One of the best teachers I ever had once gave our class the statement “I (blank) a body” and asked us to fill in the blank. The most obvious answer, it seems, is “have.” I have a body. I’m having problems with my body; it’s not in as good shape as I would like. My nose is running and my back hurts. Perhaps a more useful answer is “am.” I am a body. My brain and “self” are parts of it, but my spleen and my sinuses are no less “me.” It’s worth thinking about every day. Humans may be completely absorbed in their “selves,” but we’re astoundingly ignorant about our bodies, why they react to things the way they do, and how to take care of them.
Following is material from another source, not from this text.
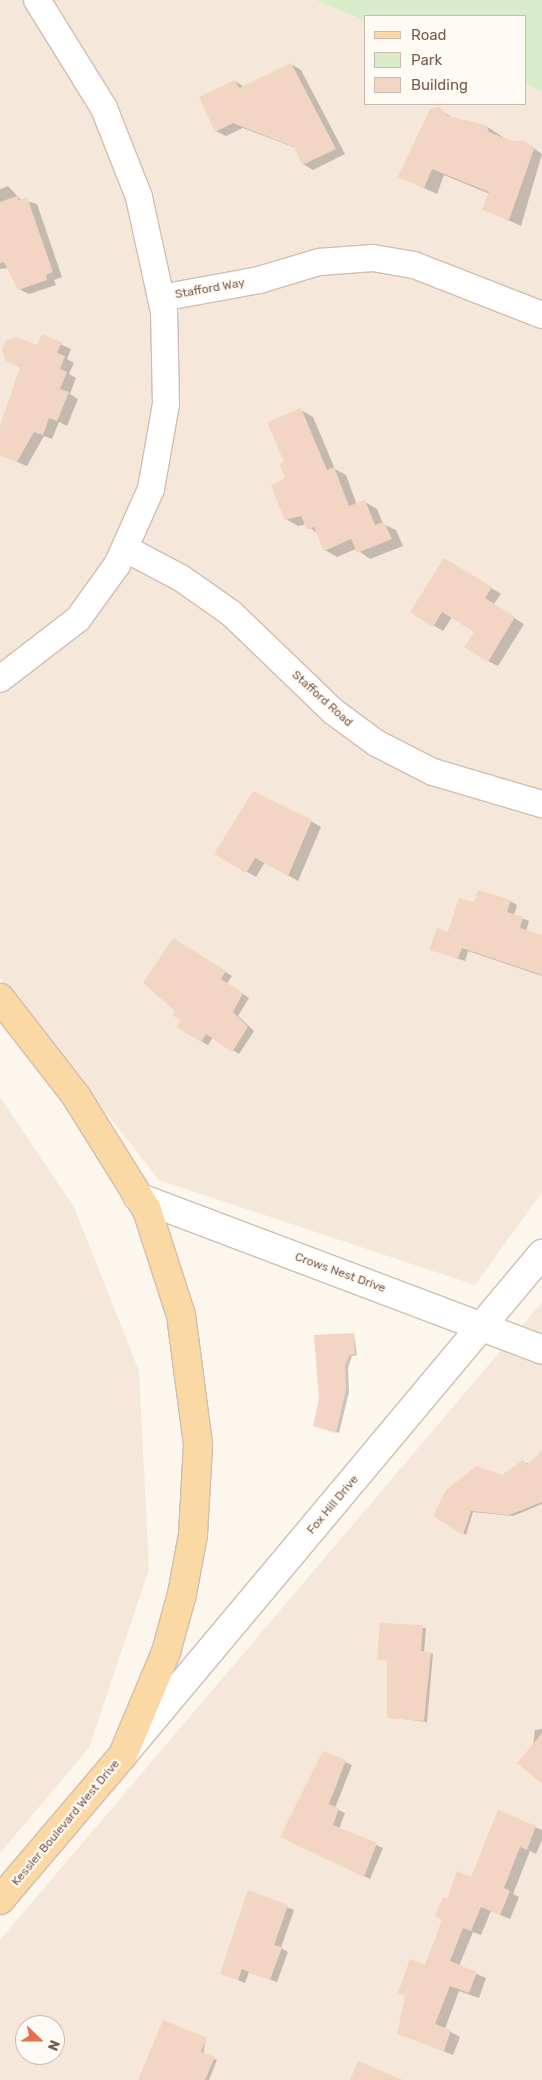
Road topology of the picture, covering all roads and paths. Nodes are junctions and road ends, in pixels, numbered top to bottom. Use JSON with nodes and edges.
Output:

Pop-science writer Jennifer Ackerman makes it easy, using humor, anecdotes and memorable characters to make the clinical data digestible. Following her fascinating “Sex Sleep Eat Drink Dream: A Day In the Life of Your Body,” she gets more specific with this one, delving into the science and culture of the common cold. She doesn’t find a cure—she suggests that despite all the research being done and academic debates being had, it’s not a likely proposition—but she has a lot more fun than the topic suggests. Myths are debunked, counterintuitive advice is dispensed, and many quirky medical experiments are recounted.
Squeamish hypochondriacs will regret cracking this. And anyone will be forced to reconsider sneezing, immune function, rearing children and doing the laundry. (Emerson Dameron)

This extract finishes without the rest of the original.